Blended recommending [21] introduces a similar strategy embedded in a movie recommender. It implements several filtering techniques used in the domain, i.e., content-based filtering and collaborative filtering. Using the blended recommending strategy, users can specify a recommendation algorithm as well as refine its parameters in a hybrid filtering fashion. In this landscape, our work aims to cope with these challenges by promoting the adoption of a low-code platform. To our best knowledge, this is the first attempt to use such a technology in this domain.

A recent work [41] envisioned a new idea for supporting the modeler with step-wise guidance or entire model examples. The proposed approach involves model clone detection techniques to find similar metamodels to the one that the modeler is defining. In contrast to our approach, the discovery of similar metamodels does not include language syntaxes, but it relies on the Simone model clone detector.

8 Conclusions and future work

In this paper, we introduced MemoRec, a novel approach that uses a context-aware collaborative filtering technique to support the modeler in completing the specification of a metamodel. By encoding metamodels and their contents in four different schemes, we built rating matrices and applied a syntactic-based similarity function to predict missing items, i.e., classes and structural features. An evaluation on two independent datasets, i.e., D\(_1\) and D\(_2\), and four encoding schemes, i.e., SE\(_{s}\), IE\(_{s}\), SE\(_{c}\), and IE\(_{c}\), exploiting tenfold cross-validation demonstrates that the tool is able to provide decent recommendations.

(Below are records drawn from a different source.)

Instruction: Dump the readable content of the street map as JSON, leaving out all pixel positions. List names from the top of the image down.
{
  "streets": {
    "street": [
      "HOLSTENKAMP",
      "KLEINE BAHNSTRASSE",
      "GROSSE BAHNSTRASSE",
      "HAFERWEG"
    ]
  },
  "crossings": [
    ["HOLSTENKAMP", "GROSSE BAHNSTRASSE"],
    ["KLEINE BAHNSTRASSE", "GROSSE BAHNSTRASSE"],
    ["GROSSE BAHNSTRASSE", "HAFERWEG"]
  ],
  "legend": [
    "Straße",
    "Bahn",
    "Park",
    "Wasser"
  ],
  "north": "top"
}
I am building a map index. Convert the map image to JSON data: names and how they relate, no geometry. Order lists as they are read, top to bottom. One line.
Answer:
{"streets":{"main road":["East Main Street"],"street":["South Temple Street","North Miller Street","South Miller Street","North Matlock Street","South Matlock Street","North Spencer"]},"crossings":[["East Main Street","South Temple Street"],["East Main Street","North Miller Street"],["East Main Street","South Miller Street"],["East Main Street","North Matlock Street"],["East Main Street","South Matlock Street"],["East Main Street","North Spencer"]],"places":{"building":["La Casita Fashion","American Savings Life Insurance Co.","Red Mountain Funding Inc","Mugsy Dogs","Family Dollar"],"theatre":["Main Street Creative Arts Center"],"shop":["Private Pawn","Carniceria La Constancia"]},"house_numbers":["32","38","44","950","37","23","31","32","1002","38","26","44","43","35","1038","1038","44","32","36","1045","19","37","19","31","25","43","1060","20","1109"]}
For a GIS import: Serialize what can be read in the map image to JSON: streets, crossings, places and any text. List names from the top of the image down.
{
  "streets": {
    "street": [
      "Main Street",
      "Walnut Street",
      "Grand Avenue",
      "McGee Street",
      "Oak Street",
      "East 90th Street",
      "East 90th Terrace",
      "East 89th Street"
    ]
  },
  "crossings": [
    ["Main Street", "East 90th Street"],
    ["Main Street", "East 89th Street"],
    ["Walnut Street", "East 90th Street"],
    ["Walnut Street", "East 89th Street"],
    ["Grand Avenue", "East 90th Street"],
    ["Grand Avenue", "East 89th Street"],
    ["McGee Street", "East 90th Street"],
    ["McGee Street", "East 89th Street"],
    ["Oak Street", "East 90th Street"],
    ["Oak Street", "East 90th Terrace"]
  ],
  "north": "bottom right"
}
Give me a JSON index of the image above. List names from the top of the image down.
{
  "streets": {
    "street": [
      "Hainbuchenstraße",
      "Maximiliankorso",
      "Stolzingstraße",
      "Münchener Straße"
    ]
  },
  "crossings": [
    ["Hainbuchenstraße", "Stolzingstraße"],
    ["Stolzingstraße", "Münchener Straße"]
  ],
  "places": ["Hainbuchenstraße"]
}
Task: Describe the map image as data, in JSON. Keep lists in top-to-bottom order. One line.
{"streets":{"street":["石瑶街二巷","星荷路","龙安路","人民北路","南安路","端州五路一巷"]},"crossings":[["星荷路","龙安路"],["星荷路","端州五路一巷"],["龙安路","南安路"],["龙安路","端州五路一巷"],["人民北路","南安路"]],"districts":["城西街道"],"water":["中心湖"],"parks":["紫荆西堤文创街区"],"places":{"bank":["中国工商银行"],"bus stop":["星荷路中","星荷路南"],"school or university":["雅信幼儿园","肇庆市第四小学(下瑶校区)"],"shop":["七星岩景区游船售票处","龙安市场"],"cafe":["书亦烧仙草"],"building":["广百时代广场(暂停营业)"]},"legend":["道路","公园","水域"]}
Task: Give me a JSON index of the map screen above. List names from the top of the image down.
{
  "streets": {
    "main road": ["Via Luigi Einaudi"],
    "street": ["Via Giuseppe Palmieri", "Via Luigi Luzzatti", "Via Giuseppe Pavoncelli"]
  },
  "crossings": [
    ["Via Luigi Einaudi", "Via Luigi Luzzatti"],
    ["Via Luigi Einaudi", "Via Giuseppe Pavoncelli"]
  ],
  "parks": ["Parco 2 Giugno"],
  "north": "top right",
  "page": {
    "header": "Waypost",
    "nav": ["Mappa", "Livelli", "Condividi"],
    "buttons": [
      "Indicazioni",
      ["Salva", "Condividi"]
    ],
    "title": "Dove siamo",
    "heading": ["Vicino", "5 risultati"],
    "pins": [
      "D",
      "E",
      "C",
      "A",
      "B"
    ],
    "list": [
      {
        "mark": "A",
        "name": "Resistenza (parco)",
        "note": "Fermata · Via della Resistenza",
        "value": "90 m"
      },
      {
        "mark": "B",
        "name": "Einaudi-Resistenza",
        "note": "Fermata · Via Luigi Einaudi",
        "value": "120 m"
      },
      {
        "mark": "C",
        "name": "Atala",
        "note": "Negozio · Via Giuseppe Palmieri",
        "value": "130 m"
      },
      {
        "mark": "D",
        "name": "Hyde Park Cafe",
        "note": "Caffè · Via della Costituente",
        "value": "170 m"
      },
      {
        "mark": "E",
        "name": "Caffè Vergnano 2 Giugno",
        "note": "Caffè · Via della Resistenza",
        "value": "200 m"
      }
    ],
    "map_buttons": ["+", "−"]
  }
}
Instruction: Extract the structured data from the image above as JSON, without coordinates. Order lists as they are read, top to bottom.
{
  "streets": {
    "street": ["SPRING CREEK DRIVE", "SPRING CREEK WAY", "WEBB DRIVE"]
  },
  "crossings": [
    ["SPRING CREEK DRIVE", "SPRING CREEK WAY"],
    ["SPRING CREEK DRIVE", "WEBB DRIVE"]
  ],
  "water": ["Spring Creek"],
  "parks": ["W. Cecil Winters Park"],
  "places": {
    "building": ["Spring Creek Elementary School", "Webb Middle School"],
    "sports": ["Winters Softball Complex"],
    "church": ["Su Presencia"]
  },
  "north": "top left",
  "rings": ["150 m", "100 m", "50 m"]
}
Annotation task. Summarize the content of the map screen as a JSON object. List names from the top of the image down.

We plan to extend MemoRec by adding other similarity functions, e.g., structural and semantic based methods. Moreover, we can improve the encoding schemes by introducing natural language preprocessing (NLP) techniques. We will augment additional information to the recommendation outcomes, e.g., type, cardinality. Afterward, we are going to conduct a proper user study with the involvement of modelers to evaluate the usability of MemoRec. Last but not least, now that we have validated the algorithmic accuracy of the proposed technique, we will integrate the conceived tool into the Eclipse IDE, providing modelers with supports embedded in their development environment.